She’d tricked him into this—just as she’d tricked him into going to that christening yesterday. And now he was paying the price.
She flinched as if he’d struck her. ‘Because I want more than that.’
‘There isn’t any more.’
‘Yes, there is. I love you.’
He heard the words, and felt panic strangle him as the great gaping wounds he’d kept closed for so long were ripped open. ‘Don’t worry, you’ll get over it.’
‘I don’t want to get over it,’ Issy stated, the sharp, searing pain at his dismissal ramming into her body like a blow. It had taken every last ounce of her courage to say the words. Only to have them thrown back at her with barely a moment’s hesitation.
How could he be so callous? This was worse than the last time—much worse.
‘Doesn’t it matter to you at all how I feel?’ she whispered.
‘I told you right from the start I’m not looking for…that.’ He couldn’t even bring himself to say the word. ‘You chose to misinterpret that. Not me.’
She felt numb. Anaesthetised against the pain by shock and disbelief. How could she have been so wrong about him? How could she have been so wrong about everything?
She crossed her arms over her chest, forced her mind to engage. ‘I see,’ she said dully, her voice on autopilot. ‘So this is all my own fault? Is that what you’re saying?’
Suddenly it seemed vitally important that she understand. Why had she made so many mistakes where he was concerned?
‘Issy, for God’s sake.’ He stepped close, tried to take her hand, but she pulled back. ‘I never meant to hurt you. I told you what I wanted—’
‘Why does it always have to be about what you want?’ she interrupted, allowing resentment through to quell the vicious pain. But as she looked at his handsome face, tense with annoyance, she suddenly understood what it was he had always lacked. And the reality of how he’d played her—of how she’d let him play her—became clear.
‘I never realised what a coward you are,’ she said softly.
He stiffened as if she had slapped him. ‘What the hell does that mean?’
She scrubbed the tears off her cheeks with an impatient fist. ‘You say all you want is sex, that relationships don’t matter to you, because you’re too scared to want more.’

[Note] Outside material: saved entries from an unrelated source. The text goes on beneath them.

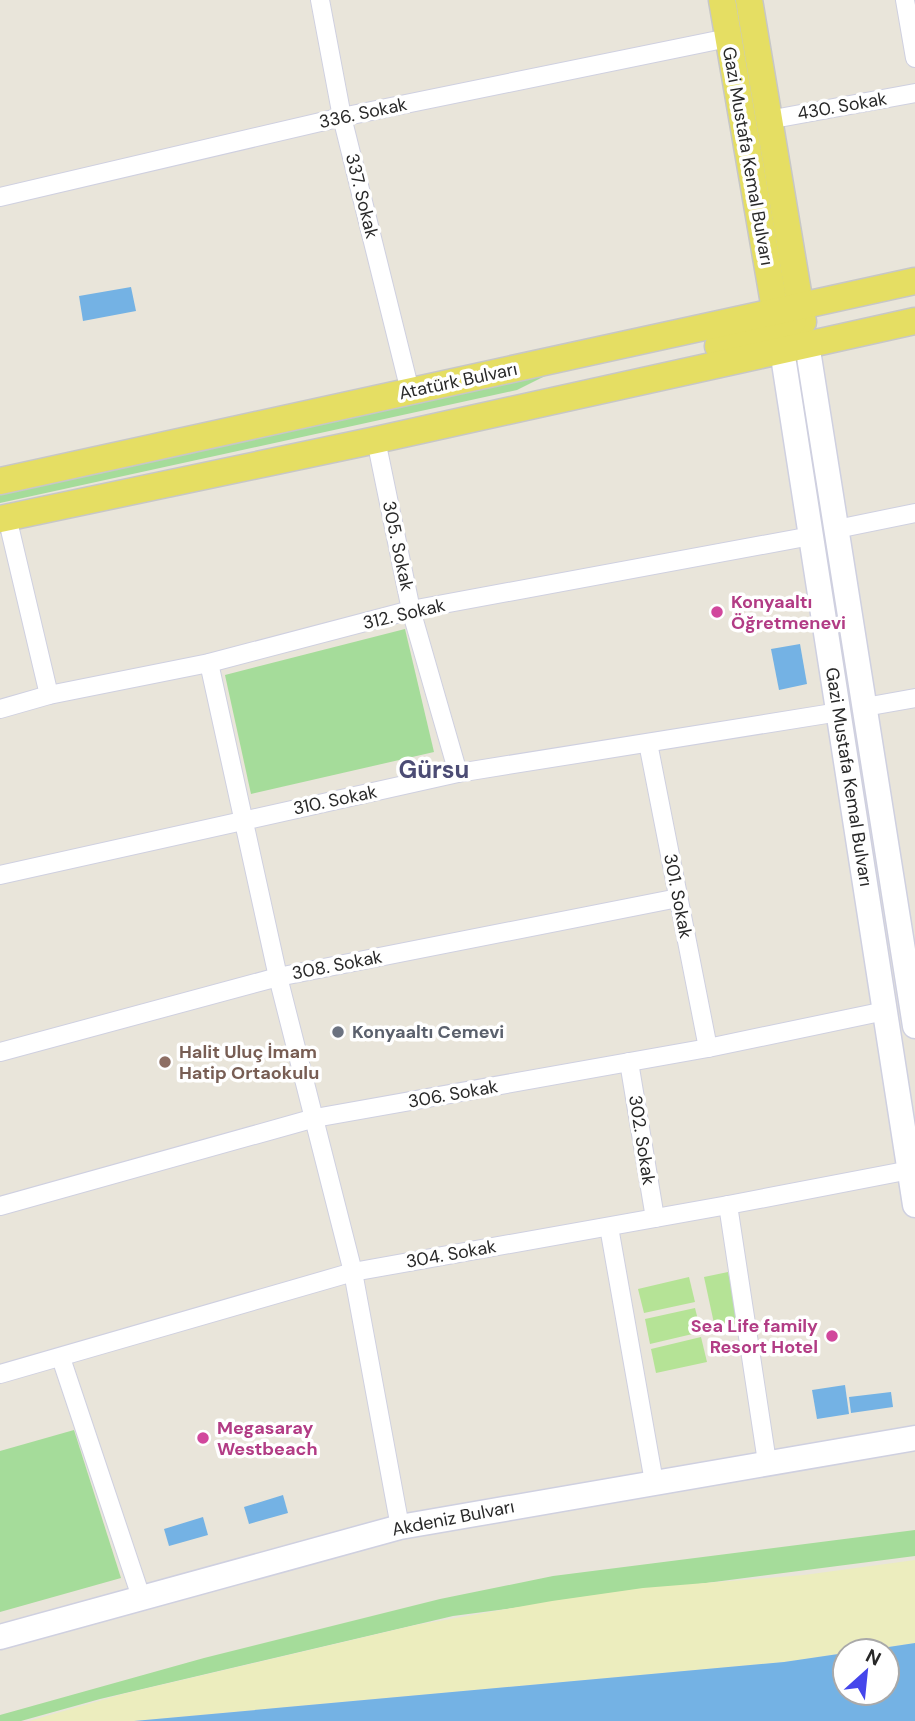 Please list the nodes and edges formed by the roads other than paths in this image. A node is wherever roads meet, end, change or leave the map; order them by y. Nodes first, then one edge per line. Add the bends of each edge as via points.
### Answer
1 (320, 0) edge
2 (722, 0) edge
3 (748, 0) edge
4 (905, 0) edge
5 (728, 38) junction
6 (915, 58) edge
7 (915, 93) edge
8 (342, 117) junction
9 (768, 120) junction
10 (0, 197) edge
11 (915, 281) edge
12 (915, 321) edge
13 (788, 329) junction
14 (410, 391) junction
15 (376, 440) junction
16 (0, 481) edge
17 (915, 513) edge
18 (4, 518) edge
19 (837, 529) junction
20 (811, 536) junction
21 (411, 610) junction
22 (209, 663) junction
23 (49, 695) junction
24 (915, 698) edge
25 (865, 708) junction
26 (0, 709) edge
27 (839, 712) junction
28 (648, 743) junction
29 (458, 773) junction
30 (243, 820) junction
31 (0, 875) edge
32 (678, 898) junction
33 (278, 977) junction
34 (886, 1011) junction
35 (914, 1013) edge
36 (708, 1048) junction
37 (0, 1052) edge
38 (629, 1062) junction
39 (316, 1118) junction
40 (913, 1170) edge
41 (728, 1205) junction
42 (915, 1205) edge
43 (0, 1206) edge
44 (655, 1218) junction
45 (609, 1227) junction
46 (353, 1272) junction
47 (61, 1358) junction
48 (0, 1374) edge
49 (915, 1438) edge
50 (767, 1462) junction
51 (654, 1482) junction
52 (400, 1527) junction
53 (141, 1597) junction
54 (68, 1618) junction
55 (0, 1637) edge
56 (0, 1652) edge

1 - 8 street, 337. Sokak
2 - 5 main road, Gazi Mustafa Kemal Bulvarı
3 - 9 main road, Gazi Mustafa Kemal Bulvarı
4 - 6 street
5 - 8 street, 336. Sokak
5 - 13 main road, Gazi Mustafa Kemal Bulvarı
7 - 9 street, 430. Sokak
8 - 10 street, 336. Sokak
8 - 14 street, 337. Sokak
9 - 13 main road, Gazi Mustafa Kemal Bulvarı
11 - 13 main road, Atatürk Bulvarı
12 - 13 main road, Atatürk Bulvarı
13 - 14 main road, Atatürk Bulvarı
13 - 15 main road via 564,381 498,413
13 - 19 main road, Gazi Mustafa Kemal Bulvarı
13 - 20 main road, Gazi Mustafa Kemal Bulvarı
14 - 16 main road, Atatürk Bulvarı
15 - 18 main road
15 - 21 street, 305. Sokak
17 - 19 street
18 - 23 street
19 - 25 main road, Gazi Mustafa Kemal Bulvarı
20 - 21 street, 312. Sokak
20 - 27 main road, Gazi Mustafa Kemal Bulvarı
21 - 22 street, 312. Sokak
21 - 29 street, 305. Sokak
22 - 23 street, 312. Sokak
22 - 30 street
23 - 26 street, 312. Sokak
24 - 25 street
25 - 35 main road, Gazi Mustafa Kemal Bulvarı
27 - 28 street, 310. Sokak
27 - 34 main road, Gazi Mustafa Kemal Bulvarı
28 - 29 street, 310. Sokak
28 - 32 street, 301. Sokak
29 - 30 street, 310. Sokak
30 - 31 street, 310. Sokak
30 - 33 street
32 - 33 street, 308. Sokak
32 - 36 street, 301. Sokak
33 - 37 street, 308. Sokak
33 - 39 street
34 - 35 main road, 306. Sokak
34 - 36 street, 306. Sokak
34 - 40 main road, Gazi Mustafa Kemal Bulvarı
36 - 38 street, 306. Sokak
38 - 39 street, 306. Sokak
38 - 44 street, 302. Sokak
39 - 43 street, 306. Sokak
39 - 46 street
40 - 41 street, 304. Sokak
40 - 42 main road, Gazi Mustafa Kemal Bulvarı
41 - 44 street, 304. Sokak
41 - 50 street
44 - 45 street, 304. Sokak
45 - 46 street, 304. Sokak
45 - 51 street
46 - 47 street, 304. Sokak
46 - 52 street
47 - 48 street, 304. Sokak
47 - 53 street
49 - 50 main road, Akdeniz Bulvarı
50 - 51 main road, Akdeniz Bulvarı
51 - 52 main road, Akdeniz Bulvarı
52 - 53 main road, Akdeniz Bulvarı
53 - 54 main road, Akdeniz Bulvarı
54 - 55 main road, Akdeniz Bulvarı
54 - 56 main road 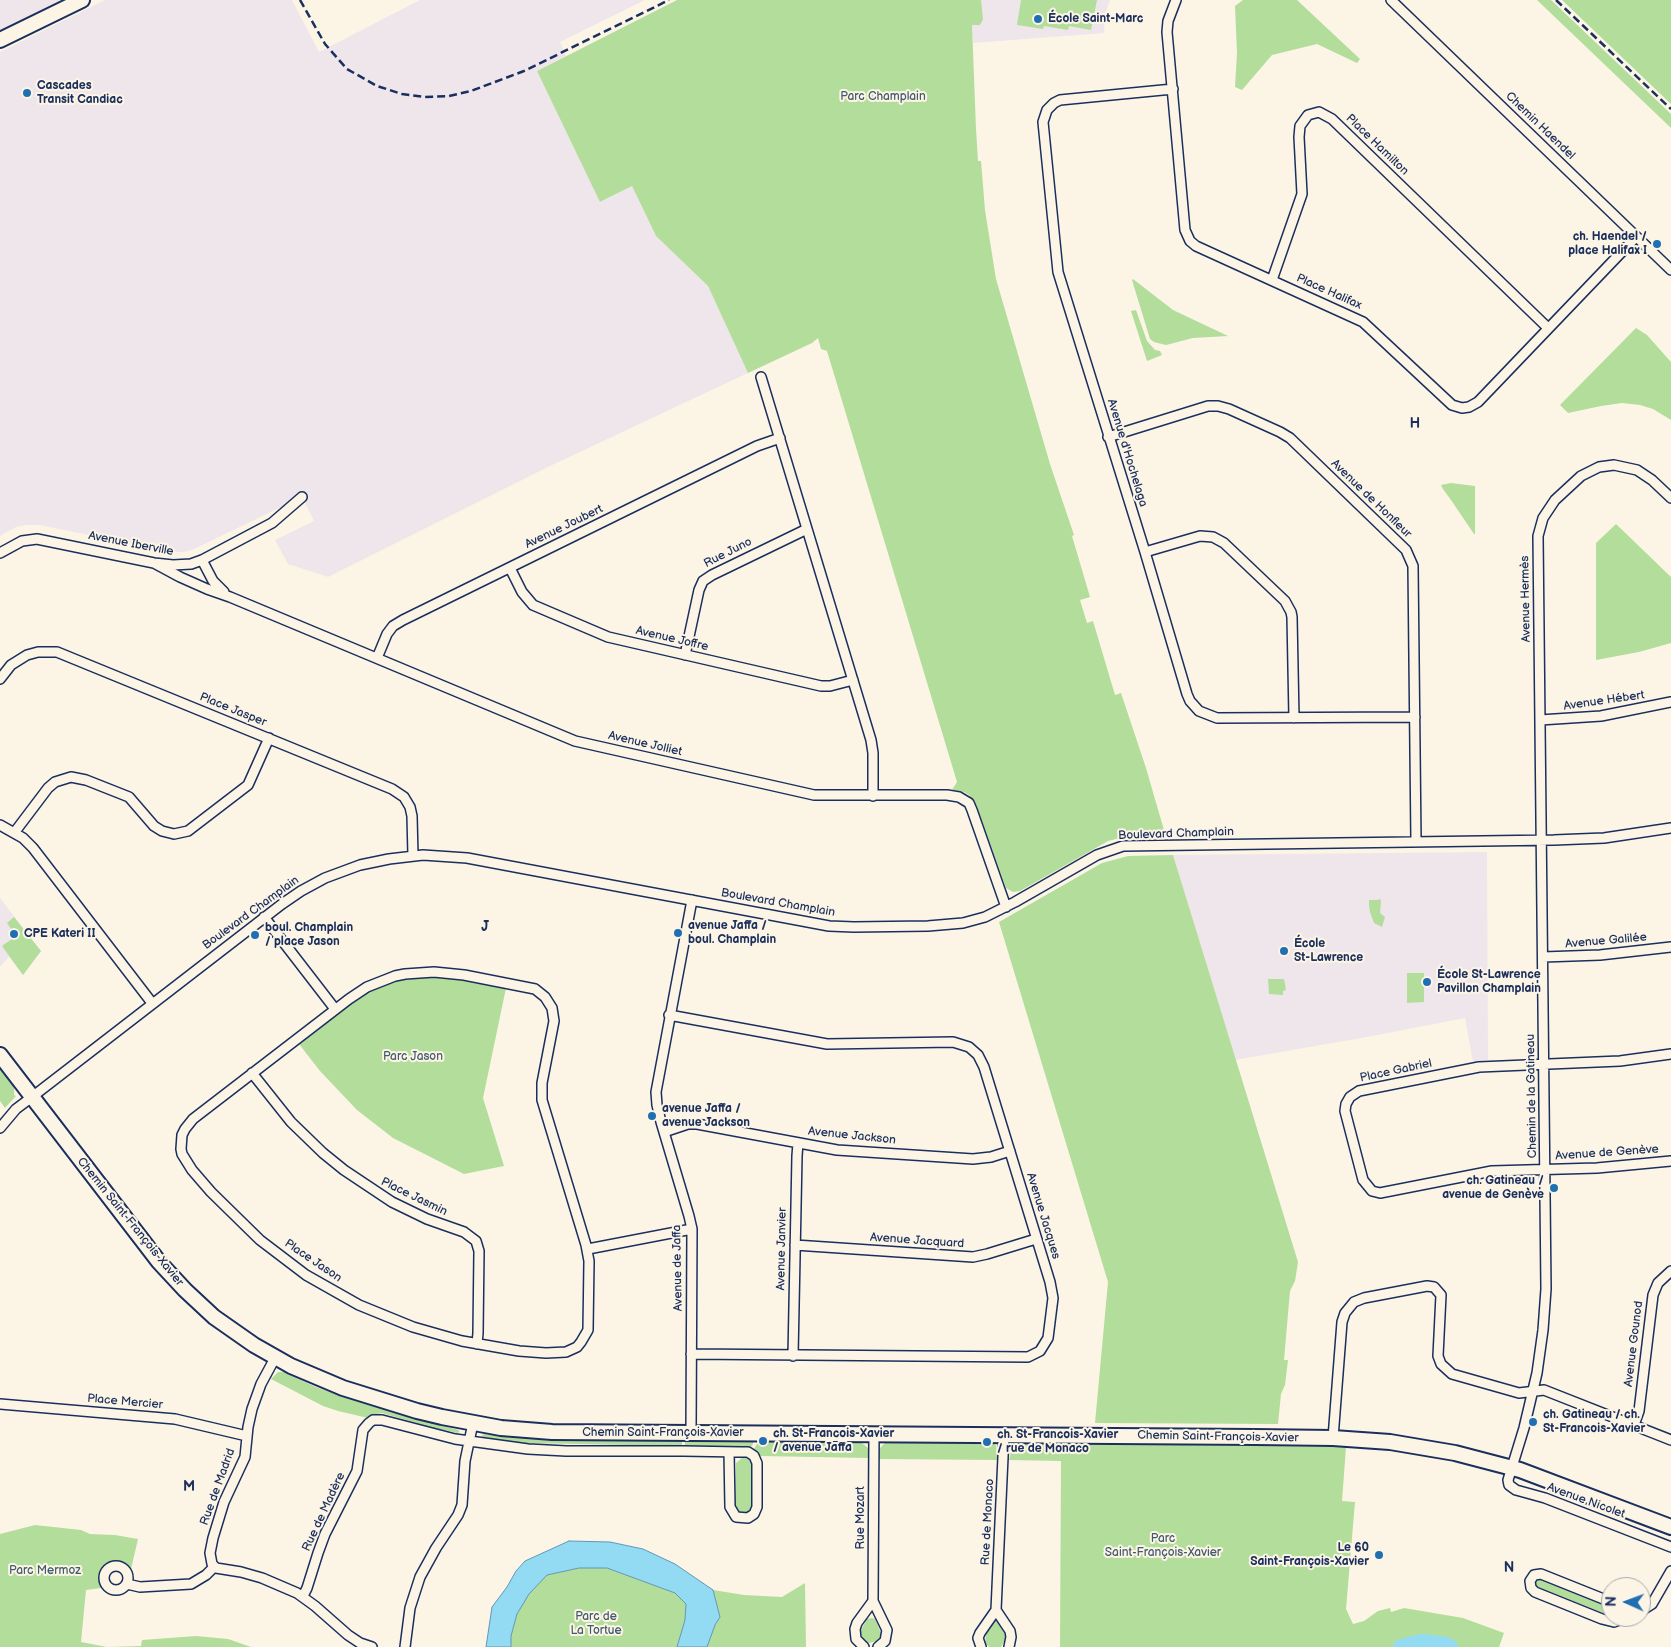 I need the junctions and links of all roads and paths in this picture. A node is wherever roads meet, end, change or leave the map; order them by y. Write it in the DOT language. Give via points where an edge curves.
graph roads {
  1 [pos="82,0"];
  2 [pos="1176,0"];
  3 [pos="1391,0"];
  4 [pos="0,40"];
  5 [pos="1173,89"];
  6 [pos="1636,236"];
  7 [pos="1671,270"];
  8 [pos="1272,280"];
  9 [pos="1548,328"];
  10 [pos="761,376"];
  11 [pos="1108,437"];
  12 [pos="780,438"];
  13 [pos="302,497"];
  14 [pos="1671,498"];
  15 [pos="807,529"];
  16 [pos="0,552"];
  17 [pos="1145,552"];
  18 [pos="202,560"];
  19 [pos="154,563"];
  20 [pos="510,568"];
  21 [pos="230,597"];
  22 [pos="685,655"];
  23 [pos="377,658"];
  24 [pos="0,679"];
  25 [pos="853,680"];
  26 [pos="1671,702"];
  27 [pos="1415,717"];
  28 [pos="1294,718"];
  29 [pos="1540,720"];
  30 [pos="269,738"];
  31 [pos="873,796"];
  32 [pos="0,825"];
  33 [pos="1671,828"];
  34 [pos="14,833"];
  35 [pos="1541,840"];
  36 [pos="1416,842"];
  37 [pos="413,856"];
  38 [pos="692,900"];
  39 [pos="1006,907"];
  40 [pos="264,917"];
  41 [pos="1671,946"];
  42 [pos="1543,957"];
  43 [pos="152,1003"];
  44 [pos="335,1009"];
  45 [pos="669,1015"];
  46 [pos="1671,1054"];
  47 [pos="0,1055"];
  48 [pos="1544,1065"];
  49 [pos="252,1073"];
  50 [pos="32,1097"];
  51 [pos="0,1128"];
  52 [pos="664,1132"];
  53 [pos="798,1143"];
  54 [pos="1010,1152"];
  55 [pos="1671,1161"];
  56 [pos="1545,1170"];
  57 [pos="692,1228"];
  58 [pos="1036,1239"];
  59 [pos="795,1245"];
  60 [pos="588,1248"];
  61 [pos="1671,1271"];
  62 [pos="477,1344"];
  63 [pos="691,1354"];
  64 [pos="793,1356"];
  65 [pos="275,1358"];
  66 [pos="1532,1391"];
  67 [pos="0,1404"];
  68 [pos="472,1423"];
  69 [pos="1634,1425"];
  70 [pos="691,1433"];
  71 [pos="874,1434"];
  72 [pos="1004,1435"];
  73 [pos="247,1436"];
  74 [pos="1332,1438"];
  75 [pos="1671,1440"];
  76 [pos="469,1442"];
  77 [pos="729,1452"];
  78 [pos="1512,1467"];
  79 [pos="1671,1527"];
  80 [pos="1671,1547"];
  81 [pos="214,1567"];
  82 [pos="1671,1571"];
  83 [pos="127,1584"];
  84 [pos="303,1596"];
  85 [pos="1601,1598"];
  86 [pos="873,1601"];
  87 [pos="1651,1605"];
  88 [pos="996,1610"];
  89 [pos="1601,1619"];
  90 [pos="372,1647"];
  91 [pos="405,1647"];
  92 [pos="864,1647"];
  93 [pos="878,1647"];
  94 [pos="980,1647"];
  95 [pos="1009,1647"];
  1 -- 4 [label="street"];
  2 -- 5 [label="street, Place Halifax" via="1167,29"];
  3 -- 6 [label="street, Chemin Haendel"];
  5 -- 8 [label="street, Place Halifax" via="1188,237 1196,246"];
  5 -- 11 [label="street, Avenue d'Hochelaga" via="1060,100 1050,106 1044,117 1057,265"];
  6 -- 7 [label="street, Chemin Haendel"];
  6 -- 9 [label="street, Place Halifax"];
  8 -- 9 [label="street, Place Halifax" via="1364,322 1456,407 1469,407 1478,402"];
  8 -- 9 [label="street, Place Hamilton" via="1302,194 1300,126 1308,115 1319,112 1332,119"];
  10 -- 12 [label="street"];
  11 -- 17 [label="street, Avenue d'Hochelaga"];
  11 -- 27 [label="street, Avenue de Honfleur" via="1213,406 1290,438 1410,555 1413,566"];
  12 -- 15 [label="street"];
  12 -- 20 [label="street, Avenue Joubert" via="757,446"];
  13 -- 18 [label="street, Avenue Iberville" via="272,523"];
  14 -- 29 [label="street, Avenue Hermès" via="1637,470 1604,466 1580,476 1546,512 1538,542"];
  15 -- 22 [label="street, Rue Juno" via="703,581"];
  15 -- 25 [label="street"];
  16 -- 19 [label="street, Avenue Iberville" via="22,541 37,539"];
  17 -- 28 [label="street, Avenue d'Hochelaga" via="1187,694 1194,707 1205,715 1218,718"];
  17 -- 28 [label="street" via="1200,536 1213,537 1224,543 1285,601 1292,617"];
  18 -- 19 [label="street, Avenue Iberville" via="180,565"];
  18 -- 21 [label="street, Avenue Jolliet" via="215,585"];
  19 -- 21 [label="street, Avenue Jolliet" via="181,578"];
  20 -- 22 [label="street, Avenue Joffre" via="526,597 538,608 608,637"];
  20 -- 23 [label="street, Avenue Joubert" via="398,623 386,636"];
  21 -- 23 [label="street, Avenue Jolliet"];
  22 -- 25 [label="street, Avenue Joffre" via="821,686"];
  23 -- 31 [label="street, Avenue Jolliet" via="575,741 806,794"];
  24 -- 30 [label="street, Place Jasper" via="11,665 27,655 57,652"];
  25 -- 31 [label="street" via="872,744"];
  26 -- 29 [label="street, Avenue Hébert" via="1608,715"];
  27 -- 28 [label="street, Avenue d'Hochelaga"];
  27 -- 36 [label="street, Avenue de Honfleur"];
  29 -- 35 [label="street, Avenue Hermès"];
  30 -- 34 [label="street" via="248,785 184,833 162,831 129,797 71,777 61,779 48,788"];
  30 -- 37 [label="street, Place Jasper" via="398,793 410,807"];
  31 -- 39 [label="street, Avenue Jolliet" via="947,795 964,799 972,810"];
  32 -- 34 [label="street"];
  33 -- 35 [label="street, Boulevard Champlain" via="1604,838"];
  34 -- 43 [label="street" via="33,848"];
  35 -- 36 [label="street, Boulevard Champlain"];
  35 -- 42 [label="street, Chemin de la Gatineau"];
  36 -- 39 [label="street, Boulevard Champlain" via="1123,846 1097,855"];
  37 -- 38 [label="street, Boulevard Champlain" via="473,859"];
  37 -- 40 [label="street, Boulevard Champlain" via="365,864 334,874 301,890"];
  38 -- 39 [label="street, Boulevard Champlain" via="820,924 854,927 957,924 985,917"];
  38 -- 45 [label="street, Avenue de Jaffa"];
  40 -- 43 [label="street, Boulevard Champlain"];
  40 -- 44 [label="street"];
  41 -- 42 [label="street, Avenue Galilée" via="1600,955"];
  42 -- 48 [label="street, Chemin de la Gatineau"];
  43 -- 50 [label="street, Boulevard Champlain"];
  44 -- 49 [label="street, Place Jason"];
  44 -- 60 [label="street, Place Jason" via="377,983 424,972 454,973 528,987 546,997 554,1021 542,1082 542,1100"];
  45 -- 52 [label="street, Avenue de Jaffa" via="656,1092"];
  45 -- 54 [label="street, Avenue Jacques" via="822,1043 953,1042 966,1045 982,1062"];
  46 -- 48 [label="street" via="1620,1061"];
  47 -- 50 [label="street, Chemin Saint-François-Xavier"];
  48 -- 56 [label="street, Chemin de la Gatineau"];
  48 -- 56 [label="street, Place Gabriel" via="1480,1067 1359,1091 1350,1097 1345,1111 1363,1180 1376,1192 1486,1172"];
  49 -- 62 [label="street, Place Jasmin" via="291,1122 344,1170 392,1202 464,1232 476,1241"];
  49 -- 62 [label="street, Place Jason" via="185,1128 181,1148 192,1170 247,1228 313,1279 385,1317"];
  50 -- 51 [label="street"];
  50 -- 65 [label="street, Chemin Saint-François-Xavier" via="175,1280 214,1317"];
  52 -- 53 [label="street, Avenue Jackson" via="697,1124"];
  52 -- 57 [label="street, Avenue de Jaffa"];
  53 -- 54 [label="street, Avenue Jackson" via="837,1150 973,1159"];
  53 -- 59 [label="street, Avenue Janvier"];
  54 -- 58 [label="street, Avenue Jacques"];
  55 -- 56 [label="street, Avenue de Genève"];
  56 -- 66 [label="street, Chemin de la Gatineau" via="1545,1303"];
  57 -- 60 [label="street"];
  57 -- 63 [label="street, Avenue de Jaffa"];
  58 -- 59 [label="street, Avenue Jacquard" via="973,1257"];
  58 -- 64 [label="street, Avenue Jacques" via="1053,1298 1048,1338 1040,1351 1032,1356"];
  59 -- 64 [label="street, Avenue Janvier"];
  60 -- 62 [label="street, Place Jason" via="588,1326 577,1347 566,1352 546,1353"];
  61 -- 69 [label="street, Avenue Gounod" via="1658,1283 1652,1295 1639,1411"];
  63 -- 64 [label="street, Avenue Jacques"];
  63 -- 70 [label="street, Avenue de Jaffa"];
  65 -- 68 [label="street, Chemin Saint-François-Xavier" via="359,1393 417,1411"];
  65 -- 73 [label="street, Rue de Madrid" via="256,1397"];
  66 -- 69 [label="street" via="1544,1390"];
  66 -- 74 [label="street" via="1523,1393 1505,1389 1456,1375 1445,1368 1439,1360 1438,1350 1442,1299 1434,1287 1423,1286 1364,1298 1350,1305 1343,1317"];
  66 -- 78 [label="street, Chemin de la Gatineau"];
  67 -- 73 [label="street, Place Mercier" via="174,1419"];
  68 -- 70 [label="street, Chemin Saint-François-Xavier" via="552,1432"];
  68 -- 76 [label="street"];
  69 -- 75 [label="street"];
  70 -- 71 [label="street, Chemin Saint-François-Xavier"];
  71 -- 72 [label="street, Chemin Saint-François-Xavier"];
  71 -- 86 [label="street, Rue Mozart"];
  72 -- 74 [label="street, Chemin Saint-François-Xavier"];
  72 -- 88 [label="street, Rue de Monaco"];
  73 -- 81 [label="street, Rue de Madrid" via="243,1462 224,1502 213,1538 210,1553"];
  74 -- 78 [label="street, Chemin Saint-François-Xavier" via="1390,1442"];
  76 -- 77 [label="street" via="548,1450"];
  76 -- 84 [label="street, Rue de Madère" via="382,1420 373,1420 365,1426 355,1478 325,1534"];
  76 -- 91 [label="street" via="462,1505 420,1577 410,1608"];
  77 -- 77 [label="street" via="730,1507 736,1517 748,1518 757,1507 756,1461 750,1453"];
  78 -- 79 [label="street, Chemin Saint-François-Xavier"];
  78 -- 80 [label="street, Avenue Nicolet" via="1508,1483 1516,1490 1545,1498"];
  81 -- 83 [label="street" via="191,1584 140,1587"];
  81 -- 84 [label="street" via="262,1578"];
  82 -- 87 [label="street"];
  84 -- 90 [label="street" via="348,1635"];
  85 -- 89 [label="street" via="1541,1574 1535,1574 1530,1581 1535,1592"];
  86 -- 92 [label="street" via="855,1629 856,1639"];
  86 -- 93 [label="street, Rue Mozart" via="887,1630 885,1641"];
  88 -- 94 [label="street" via="980,1633"];
  88 -- 95 [label="street" via="1010,1631"];
}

‘That’s insane!’ he shouted. But his angry words couldn’t hurt her any more.
He’d never wanted what she had to offer—and that was something she would have to learn to live with. But he hadn’t needed to be so cruel.
They had been friends. She hadn’t imagined that. And maybe one day they could have had more—but he’d thrown it away because he didn’t have the guts to try. And she knew why.
‘Your parents hurt you, Gio. They treated you like a commodity and never gave you the love you deserved. You survived. But you’ll never be truly free until you stop letting what they did rule your life.’
‘This has nothing to do with them,’ he snapped, with the same closed-off expression on his face she had seen so many times before. He still didn’t get it—but, worse than that, she knew now he never would.
‘Doesn’t it?’ she said wearily as she walked past him towards the door.
‘Come back here, dammit.’
She didn’t turn at the shouted words. Didn’t have the strength to argue. What would be the point when she could never win?
‘I’m not going to come chasing after you, Issy, if that’s what all this is supposed to achieve.’
She carried on walking, her heart breaking all over again at the defiant tone.
She had never been the enemy. Why couldn’t he see that?
CHAPTER TEN
‘DO YOU think our new sponsor will want his company’s name on the cover page?’